HPA scales your Pods based on CPU or custom metrics. Most teams set it up but forget to tune the scale-down behaviour, which leads to HPA thrashing:

apiVersion: autoscaling/v2
kind: HorizontalPodAutoscaler
spec:
  minReplicas: 2
  maxReplicas: 20
  metrics:
    - type: Resource
      resource:
        name: cpu
        target:
          type: Utilization
          averageUtilization: 70
  behavior:
    scaleDown:
      stabilizationWindowSeconds: 300
      policies:
        - type: Pods
          value: 1
          periodSeconds: 60
    scaleUp:
      stabilizationWindowSeconds: 0

The stabilizationWindowSeconds: 300 on scale-down prevents removing pods too aggressively during brief traffic dips.


7. Get Cost Visibility with Kubecost

You can't optimise what you can't see. Kubecost (free tier available) gives you cost breakdown by namespace, deployment, label, and team.

helm repo add cost-analyzer https://kubecost.github.io/cost-analyzer
helm install kubecost cost-analyzer/cost-analyzer   --namespace kubecost   --create-namespace

Once running, you'll see which teams and workloads are driving costs — making it easy to have data-driven conversations about resource usage.
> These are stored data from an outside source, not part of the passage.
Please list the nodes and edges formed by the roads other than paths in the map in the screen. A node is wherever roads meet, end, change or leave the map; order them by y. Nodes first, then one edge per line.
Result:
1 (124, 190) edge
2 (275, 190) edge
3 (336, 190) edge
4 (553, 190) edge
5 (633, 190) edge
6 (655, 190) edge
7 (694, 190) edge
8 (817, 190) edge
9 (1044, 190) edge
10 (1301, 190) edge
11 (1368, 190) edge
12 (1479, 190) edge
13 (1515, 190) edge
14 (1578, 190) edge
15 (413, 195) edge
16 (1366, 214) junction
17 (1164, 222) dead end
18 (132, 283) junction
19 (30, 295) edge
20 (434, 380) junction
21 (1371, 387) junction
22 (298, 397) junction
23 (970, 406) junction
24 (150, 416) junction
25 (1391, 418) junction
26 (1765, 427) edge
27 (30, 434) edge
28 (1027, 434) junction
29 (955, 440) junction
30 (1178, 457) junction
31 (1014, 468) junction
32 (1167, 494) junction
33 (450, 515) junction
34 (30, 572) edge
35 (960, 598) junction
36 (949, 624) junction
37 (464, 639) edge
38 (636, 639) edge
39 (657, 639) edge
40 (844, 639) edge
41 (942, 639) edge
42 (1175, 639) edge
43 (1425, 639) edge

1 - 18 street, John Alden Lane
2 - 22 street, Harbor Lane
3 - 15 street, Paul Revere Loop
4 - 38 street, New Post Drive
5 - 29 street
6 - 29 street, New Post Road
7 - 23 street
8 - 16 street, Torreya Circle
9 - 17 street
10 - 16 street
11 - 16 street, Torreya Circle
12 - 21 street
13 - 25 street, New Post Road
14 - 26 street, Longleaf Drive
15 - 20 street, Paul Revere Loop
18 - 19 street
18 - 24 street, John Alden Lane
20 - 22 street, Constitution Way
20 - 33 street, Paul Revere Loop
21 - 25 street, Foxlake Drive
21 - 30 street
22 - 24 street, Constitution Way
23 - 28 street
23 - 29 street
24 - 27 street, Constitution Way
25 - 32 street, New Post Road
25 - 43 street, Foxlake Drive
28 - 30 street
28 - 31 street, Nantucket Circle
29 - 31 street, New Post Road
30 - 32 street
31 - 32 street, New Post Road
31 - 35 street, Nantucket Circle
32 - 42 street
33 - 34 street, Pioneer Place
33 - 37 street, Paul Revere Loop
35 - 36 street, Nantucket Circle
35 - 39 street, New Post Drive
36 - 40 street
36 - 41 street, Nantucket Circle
Prioritised Cost Optimisation Checklist

ActionEffortTypical Saving
Right-size resource requestsMedium20–35%
Enable Cluster AutoscalerLow15–25%
Spot instances for non-critical workloadsMedium50–70% on eligible workloads
Scale down dev environments overnightLow60–70% on dev costs
Clean up unused PVCs and PVsLow5–15%
Implement resource quotasLowPrevents future waste
Deploy Kubecost for visibilityLowEnables all future optimisation

Start at the top of the list. Right-sizing + Cluster Autoscaler alone typically delivers 30–40% savings with two days of work.